▶ **RECORDS TO USE**
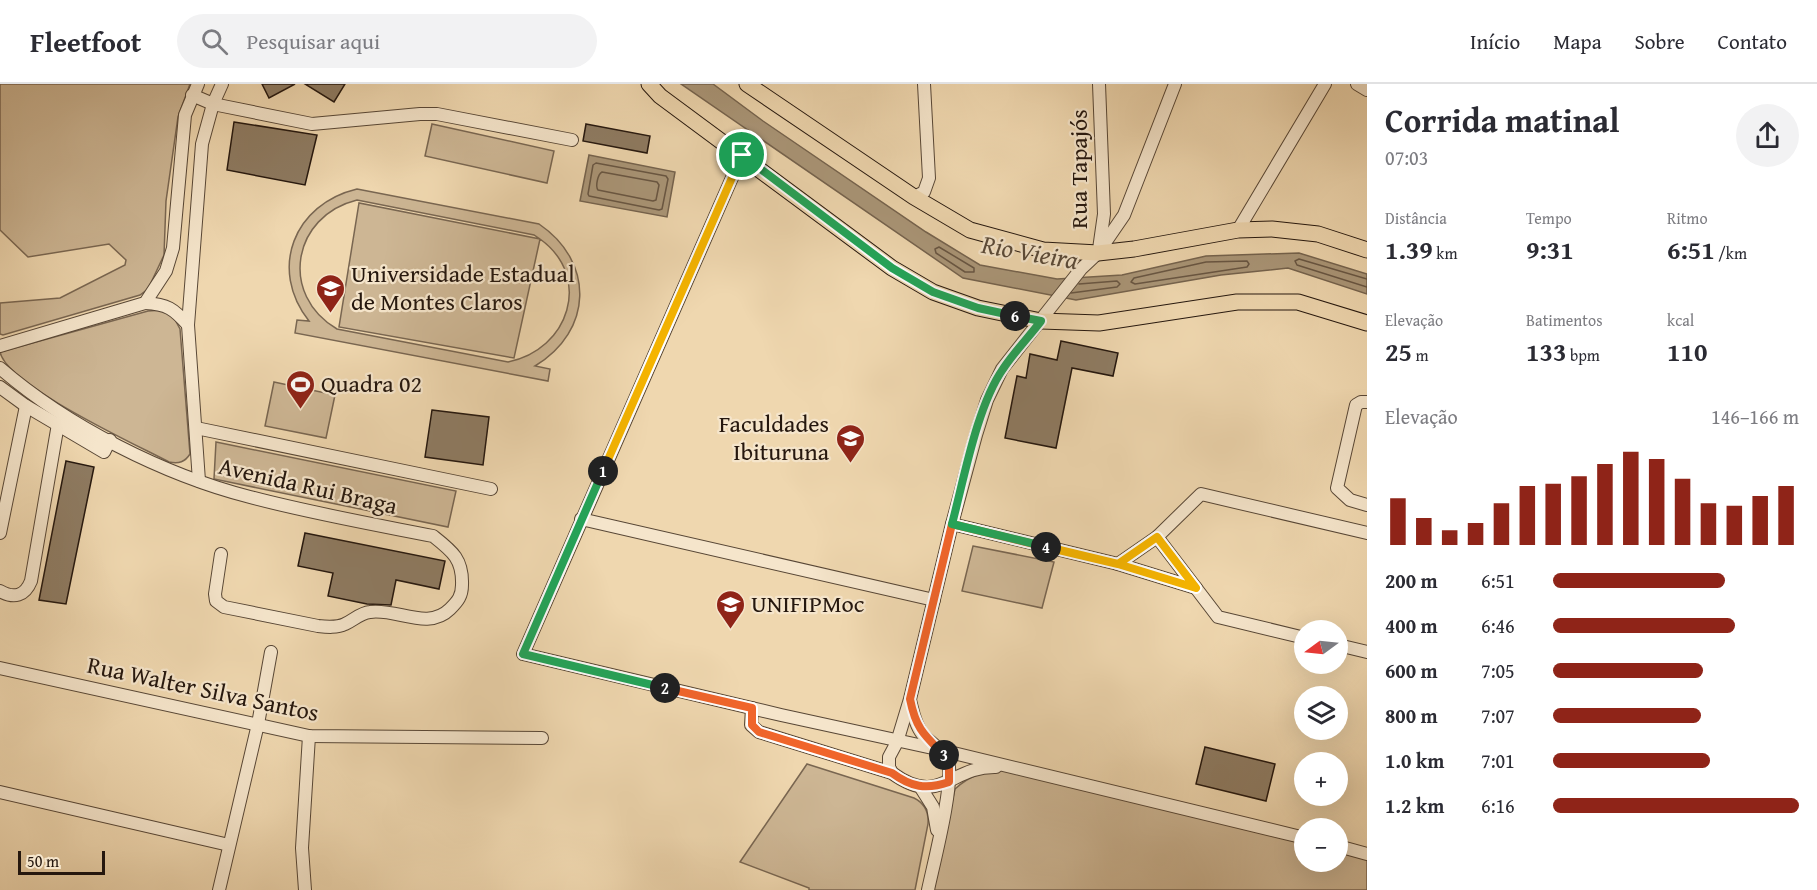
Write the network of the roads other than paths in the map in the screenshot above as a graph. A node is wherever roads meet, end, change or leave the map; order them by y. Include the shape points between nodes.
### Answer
1 (222, 84) edge
2 (648, 84) edge
3 (924, 84) edge
4 (1099, 84) edge
5 (1175, 84) edge
6 (1325, 84) edge
7 (1357, 84) edge
8 (752, 86) edge
9 (195, 90) edge
10 (1367, 90) edge
11 (213, 104) junction
12 (572, 140) dead end
13 (742, 155) junction
14 (914, 197) junction
15 (1238, 230) junction
16 (1367, 250) edge
17 (1098, 253) junction
18 (145, 303) junction
19 (1041, 321) junction
20 (1367, 323) edge
21 (188, 326) junction
22 (0, 346) edge
23 (0, 368) edge
24 (0, 387) edge
25 (1367, 402) edge
26 (26, 406) junction
27 (58, 424) junction
28 (196, 428) junction
29 (107, 446) junction
30 (199, 481) junction
31 (491, 489) dead end
32 (1367, 505) edge
33 (581, 519) junction
34 (952, 524) junction
35 (0, 533) edge
36 (1367, 533) edge
37 (1157, 537) junction
38 (1141, 549) junction
39 (221, 554) dead end
40 (1118, 564) junction
41 (1150, 574) junction
42 (1196, 588) junction
43 (0, 591) edge
44 (934, 600) junction
45 (1294, 635) edge
46 (1348, 647) edge
47 (272, 652) dead end
48 (1367, 652) edge
49 (0, 668) edge
50 (910, 699) junction
51 (752, 708) junction
52 (781, 716) junction
53 (258, 724) junction
54 (309, 736) junction
55 (542, 738) dead end
56 (774, 738) junction
57 (897, 742) junction
58 (937, 749) junction
59 (1013, 767) junction
60 (892, 773) junction
61 (949, 782) junction
62 (921, 788) junction
63 (0, 792) edge
64 (1294, 835) edge
65 (939, 840) junction
66 (229, 845) junction
67 (1348, 849) edge
68 (1367, 854) edge
69 (219, 890) edge
70 (305, 890) edge
71 (928, 890) edge

1 - 11 street
2 - 13 main road
3 - 14 street via 929,178 924,192
4 - 17 street, Rua Tapajós via 1104,214
5 - 17 street via 1124,215
6 - 15 street
7 - 10 street
8 - 14 main road
9 - 11 street
9 - 18 street via 185,115 173,248 166,271
11 - 12 street via 312,124 437,114
11 - 21 street via 202,144
13 - 19 main road via 892,268 933,292 978,308
13 - 33 street
14 - 17 main road via 970,230 1044,250
15 - 16 main road via 1318,234
15 - 17 main road
17 - 19 street
18 - 21 street via 162,304
18 - 22 street
19 - 20 main road via 1099,323 1237,302 1298,302
19 - 34 street via 1002,369 987,400
21 - 28 street
23 - 29 street, Avenida Rui Braga via 27,392
24 - 26 street, Avenida Rui Braga
25 - 32 street via 1356,405 1337,488 1350,500
26 - 27 street, Avenida Rui Braga
26 - 35 street
27 - 29 street, Avenida Rui Braga
27 - 43 street via 31,581 27,591 20,594
28 - 30 street
28 - 31 street
29 - 30 street, Avenida Rui Braga
30 - 39 street, Avenida Rui Braga via 288,507 433,536 453,551 462,575 462,594 446,613 433,620 370,612 331,627 224,608 215,594
33 - 44 street
33 - 51 street via 523,654
34 - 40 street
34 - 44 street
36 - 37 street via 1201,494
37 - 38 street
37 - 42 street
38 - 40 street
38 - 41 street via 1140,562
40 - 41 street
41 - 42 street
42 - 45 street via 1218,616
44 - 50 street
46 - 48 street
47 - 53 street
49 - 53 street, Rua Walter Silva Santos
50 - 57 street
50 - 58 street via 921,732
51 - 52 street
51 - 56 street via 752,725
52 - 56 street via 772,727
52 - 57 street
53 - 54 street, Rua Walter Silva Santos
53 - 66 street
54 - 55 street, Rua Walter Silva Santos
54 - 70 street via 302,848
56 - 60 street
57 - 58 street
57 - 60 street via 890,758
58 - 59 street
58 - 61 street via 949,763
59 - 61 street via 985,767
59 - 64 street
60 - 62 street
61 - 62 street
61 - 65 street
62 - 65 street via 933,807
63 - 66 street
65 - 71 street
66 - 69 street
67 - 68 street

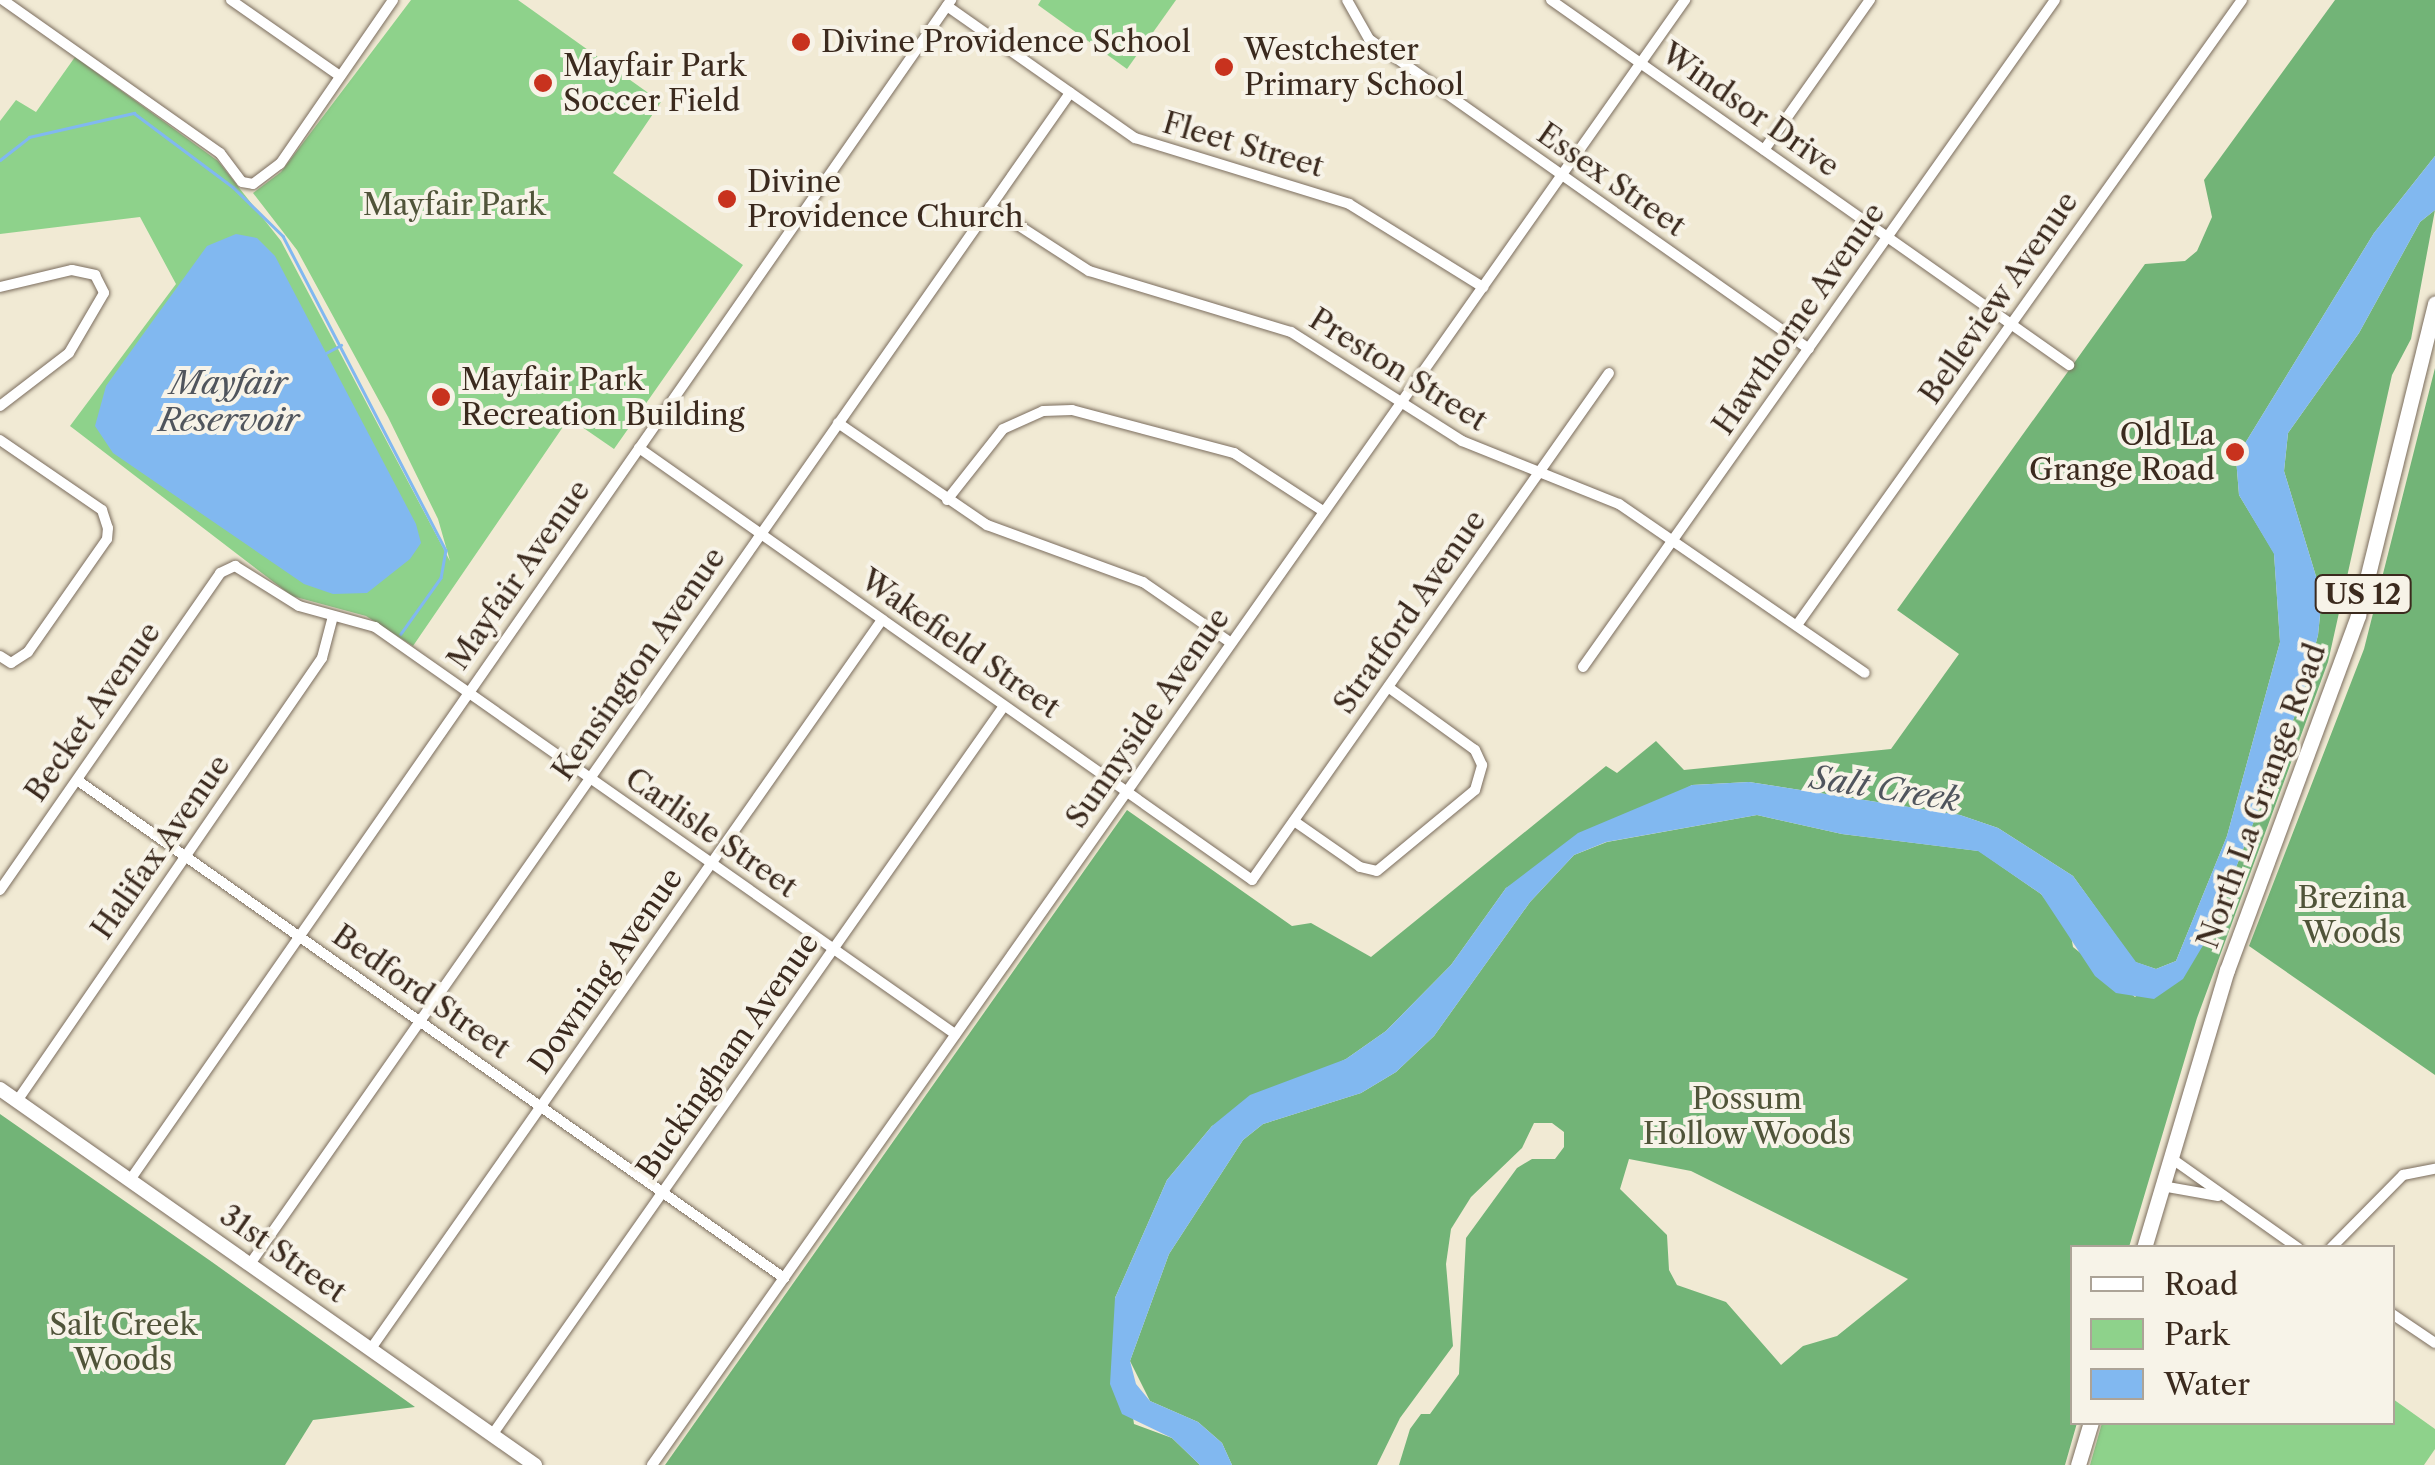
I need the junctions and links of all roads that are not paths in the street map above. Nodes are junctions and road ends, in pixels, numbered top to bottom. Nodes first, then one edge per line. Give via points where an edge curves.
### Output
1 (3, 0) edge
2 (231, 0) edge
3 (393, 0) edge
4 (1347, 0) edge
5 (1551, 0) edge
6 (1685, 0) edge
7 (1870, 0) edge
8 (2055, 0) edge
9 (2242, 0) edge
10 (949, 3) edge
11 (1641, 64) junction
12 (340, 76) junction
13 (1070, 93) junction
14 (1764, 150) junction
15 (1564, 177) junction
16 (990, 207) junction
17 (1887, 237) junction
18 (0, 287) edge
19 (1482, 287) junction
20 (2435, 303) edge
21 (2011, 324) junction
22 (1809, 349) junction
23 (2068, 365) dead end
24 (1609, 373) dead end
25 (1400, 402) junction
26 (0, 406) edge
27 (838, 424) junction
28 (0, 440) edge
29 (638, 448) junction
30 (1540, 471) junction
31 (948, 500) junction
32 (1323, 510) junction
33 (760, 534) junction
34 (1674, 539) junction
35 (230, 565) joint
36 (333, 616) junction
37 (882, 620) junction
38 (1797, 625) junction
39 (1231, 643) junction
40 (0, 656) edge
41 (1582, 668) dead end
42 (1864, 673) dead end
43 (1388, 687) junction
44 (468, 692) junction
45 (1004, 706) junction
46 (589, 778) junction
47 (77, 780) junction
48 (1128, 792) junction
49 (1294, 821) junction
50 (184, 856) junction
51 (711, 864) junction
52 (1252, 880) joint
53 (0, 890) edge
54 (297, 935) junction
55 (834, 948) junction
56 (420, 1022) junction
57 (955, 1034) junction
58 (0, 1089) edge
59 (17, 1100) junction
60 (542, 1108) junction
61 (2171, 1158) junction
62 (2435, 1170) edge
63 (130, 1180) junction
64 (2162, 1186) junction
65 (663, 1193) junction
66 (2218, 1196) junction
67 (2145, 1245) edge
68 (2293, 1245) edge
69 (2334, 1245) edge
70 (250, 1264) junction
71 (784, 1278) junction
72 (2395, 1316) edge
73 (2435, 1343) edge
74 (370, 1350) junction
75 (2090, 1425) edge
76 (492, 1435) junction
77 (535, 1465) edge
78 (652, 1465) edge
79 (2078, 1465) edge

1 - 12 street via 220,153 242,182 258,182 274,170
2 - 12 street
3 - 12 street
4 - 15 street, Essex Street via 1360,30 1385,51
5 - 11 street, Windsor Drive
6 - 11 street, Sunnyside Avenue
7 - 14 street
8 - 17 street, Hawthorne Avenue
9 - 21 street, Belleview Avenue
10 - 13 street, Fleet Street
10 - 29 street, Mayfair Avenue
11 - 14 street, Windsor Drive
11 - 15 street, Sunnyside Avenue
13 - 16 street, Kensington Avenue
13 - 19 street, Fleet Street via 1161,149 1372,214
14 - 17 street, Windsor Drive
15 - 19 street, Sunnyside Avenue
15 - 22 street, Essex Street
16 - 25 street, Preston Street via 1088,271 1308,340
16 - 27 street, Kensington Avenue
17 - 21 street, Windsor Drive
17 - 22 street, Hawthorne Avenue
18 - 26 street via 72,270 95,275 104,293 69,353
19 - 25 street, Sunnyside Avenue
20 - 61 main road, North La Grange Road / US 12 via 2358,615 2228,970
21 - 23 street, Windsor Drive
21 - 38 street, Belleview Avenue
22 - 34 street, Hawthorne Avenue
24 - 30 street, Stratford Avenue
25 - 30 street, Preston Street via 1462,441
25 - 32 street, Sunnyside Avenue
27 - 31 street
27 - 33 street, Kensington Avenue
28 - 40 street via 102,510 108,528 107,539 28,652 11,663
29 - 33 street, Wakefield Street
29 - 44 street, Mayfair Avenue
30 - 34 street, Preston Street via 1602,495
30 - 43 street, Stratford Avenue
31 - 32 street via 1003,429 1043,410 1072,410 1234,452
31 - 39 street via 1023,543 1143,582
32 - 39 street, Sunnyside Avenue
33 - 37 street, Wakefield Street
33 - 46 street, Kensington Avenue
34 - 38 street, Preston Street
34 - 41 street, Hawthorne Avenue
35 - 36 street, Carlisle Street via 289,601
35 - 47 street, Becket Avenue
36 - 44 street, Carlisle Street via 375,626
36 - 50 street, Halifax Avenue via 322,658
37 - 45 street, Wakefield Street
37 - 51 street, Downing Avenue
38 - 42 street, Preston Street
39 - 48 street, Sunnyside Avenue
43 - 49 street, Stratford Avenue
43 - 49 street via 1474,750 1482,765 1475,790 1377,871 1360,867
44 - 46 street, Carlisle Street
44 - 54 street, Mayfair Avenue
45 - 48 street, Wakefield Street
45 - 55 street, Buckingham Avenue
46 - 51 street, Carlisle Street
46 - 56 street, Kensington Avenue
47 - 50 street, Bedford Street
47 - 53 street, Becket Avenue
48 - 52 street, Wakefield Street
48 - 57 street, Sunnyside Avenue
49 - 52 street, Stratford Avenue
50 - 54 street, Bedford Street
50 - 59 street, Halifax Avenue
51 - 55 street, Carlisle Street
51 - 60 street, Downing Avenue
54 - 56 street, Bedford Street
54 - 63 street, Mayfair Avenue
55 - 57 street, Carlisle Street
55 - 65 street, Buckingham Avenue
56 - 60 street, Bedford Street
56 - 70 street, Kensington Avenue
57 - 71 street, Sunnyside Avenue
58 - 59 main road, 31st Street
59 - 63 main road, 31st Street
60 - 65 street, Bedford Street
60 - 74 street, Downing Avenue
61 - 64 main road, North La Grange Road / US 12
61 - 66 street
62 - 69 street via 2403,1176
63 - 70 main road, 31st Street
64 - 66 street
64 - 67 main road, North La Grange Road / US 12
65 - 71 street, Bedford Street
65 - 76 street, Buckingham Avenue
66 - 68 street
70 - 74 main road, 31st Street
71 - 78 street, Sunnyside Avenue
72 - 73 street
74 - 76 main road, 31st Street
75 - 79 main road
76 - 77 main road, 31st Street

▶ **WHAT YOU SHOULD DO**
Go through the material and copy each line that contains "Bedford".

▶ **RESULT OF THIS TASK**
47 - 50 street, Bedford Street
50 - 54 street, Bedford Street
54 - 56 street, Bedford Street
56 - 60 street, Bedford Street
60 - 65 street, Bedford Street
65 - 71 street, Bedford Street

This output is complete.